Records:
§ §

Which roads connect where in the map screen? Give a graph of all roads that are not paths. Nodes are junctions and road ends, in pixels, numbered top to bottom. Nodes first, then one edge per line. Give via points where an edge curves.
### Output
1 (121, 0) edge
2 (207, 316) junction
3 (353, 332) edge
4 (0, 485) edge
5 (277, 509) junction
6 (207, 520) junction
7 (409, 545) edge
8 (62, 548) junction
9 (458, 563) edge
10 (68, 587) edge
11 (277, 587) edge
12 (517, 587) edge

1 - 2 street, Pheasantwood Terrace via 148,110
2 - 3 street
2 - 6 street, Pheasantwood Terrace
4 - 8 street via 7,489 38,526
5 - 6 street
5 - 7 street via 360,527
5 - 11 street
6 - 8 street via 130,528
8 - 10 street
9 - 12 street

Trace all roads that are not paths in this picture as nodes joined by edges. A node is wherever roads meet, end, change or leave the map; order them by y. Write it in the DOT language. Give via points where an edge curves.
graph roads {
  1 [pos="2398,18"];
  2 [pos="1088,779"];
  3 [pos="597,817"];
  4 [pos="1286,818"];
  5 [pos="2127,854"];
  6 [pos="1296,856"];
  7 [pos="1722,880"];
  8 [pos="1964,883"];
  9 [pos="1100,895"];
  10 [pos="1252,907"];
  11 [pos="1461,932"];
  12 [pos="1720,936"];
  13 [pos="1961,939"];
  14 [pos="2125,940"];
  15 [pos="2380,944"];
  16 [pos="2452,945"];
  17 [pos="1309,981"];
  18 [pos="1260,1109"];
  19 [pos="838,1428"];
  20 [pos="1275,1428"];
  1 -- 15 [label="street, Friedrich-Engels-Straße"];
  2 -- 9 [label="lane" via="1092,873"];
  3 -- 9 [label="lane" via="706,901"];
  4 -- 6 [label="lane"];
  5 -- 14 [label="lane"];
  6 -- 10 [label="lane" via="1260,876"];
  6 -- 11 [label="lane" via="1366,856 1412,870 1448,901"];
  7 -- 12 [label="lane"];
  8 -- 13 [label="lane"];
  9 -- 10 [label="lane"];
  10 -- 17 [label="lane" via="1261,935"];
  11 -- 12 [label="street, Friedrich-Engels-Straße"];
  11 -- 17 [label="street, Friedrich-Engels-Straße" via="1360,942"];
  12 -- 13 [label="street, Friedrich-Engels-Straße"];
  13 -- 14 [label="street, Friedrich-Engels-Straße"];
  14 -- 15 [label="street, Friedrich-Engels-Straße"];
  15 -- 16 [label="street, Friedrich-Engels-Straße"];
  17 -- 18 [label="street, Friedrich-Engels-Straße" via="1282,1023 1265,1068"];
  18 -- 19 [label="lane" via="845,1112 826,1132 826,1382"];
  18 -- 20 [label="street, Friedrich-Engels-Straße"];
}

§ §

Work request: Each entry in the listing is to be output exactly as given.

Expected answer:
Which roads connect where in the map screen? Give a graph of all roads that are not paths. Nodes are junctions and road ends, in pixels, numbered top to bottom. Nodes first, then one edge per line. Give via points where an edge curves.
### Output
1 (121, 0) edge
2 (207, 316) junction
3 (353, 332) edge
4 (0, 485) edge
5 (277, 509) junction
6 (207, 520) junction
7 (409, 545) edge
8 (62, 548) junction
9 (458, 563) edge
10 (68, 587) edge
11 (277, 587) edge
12 (517, 587) edge

1 - 2 street, Pheasantwood Terrace via 148,110
2 - 3 street
2 - 6 street, Pheasantwood Terrace
4 - 8 street via 7,489 38,526
5 - 6 street
5 - 7 street via 360,527
5 - 11 street
6 - 8 street via 130,528
8 - 10 street
9 - 12 street

Trace all roads that are not paths in this picture as nodes joined by edges. A node is wherever roads meet, end, change or leave the map; order them by y. Write it in the DOT language. Give via points where an edge curves.
graph roads {
  1 [pos="2398,18"];
  2 [pos="1088,779"];
  3 [pos="597,817"];
  4 [pos="1286,818"];
  5 [pos="2127,854"];
  6 [pos="1296,856"];
  7 [pos="1722,880"];
  8 [pos="1964,883"];
  9 [pos="1100,895"];
  10 [pos="1252,907"];
  11 [pos="1461,932"];
  12 [pos="1720,936"];
  13 [pos="1961,939"];
  14 [pos="2125,940"];
  15 [pos="2380,944"];
  16 [pos="2452,945"];
  17 [pos="1309,981"];
  18 [pos="1260,1109"];
  19 [pos="838,1428"];
  20 [pos="1275,1428"];
  1 -- 15 [label="street, Friedrich-Engels-Straße"];
  2 -- 9 [label="lane" via="1092,873"];
  3 -- 9 [label="lane" via="706,901"];
  4 -- 6 [label="lane"];
  5 -- 14 [label="lane"];
  6 -- 10 [label="lane" via="1260,876"];
  6 -- 11 [label="lane" via="1366,856 1412,870 1448,901"];
  7 -- 12 [label="lane"];
  8 -- 13 [label="lane"];
  9 -- 10 [label="lane"];
  10 -- 17 [label="lane" via="1261,935"];
  11 -- 12 [label="street, Friedrich-Engels-Straße"];
  11 -- 17 [label="street, Friedrich-Engels-Straße" via="1360,942"];
  12 -- 13 [label="street, Friedrich-Engels-Straße"];
  13 -- 14 [label="street, Friedrich-Engels-Straße"];
  14 -- 15 [label="street, Friedrich-Engels-Straße"];
  15 -- 16 [label="street, Friedrich-Engels-Straße"];
  17 -- 18 [label="street, Friedrich-Engels-Straße" via="1282,1023 1265,1068"];
  18 -- 19 [label="lane" via="845,1112 826,1132 826,1382"];
  18 -- 20 [label="street, Friedrich-Engels-Straße"];
}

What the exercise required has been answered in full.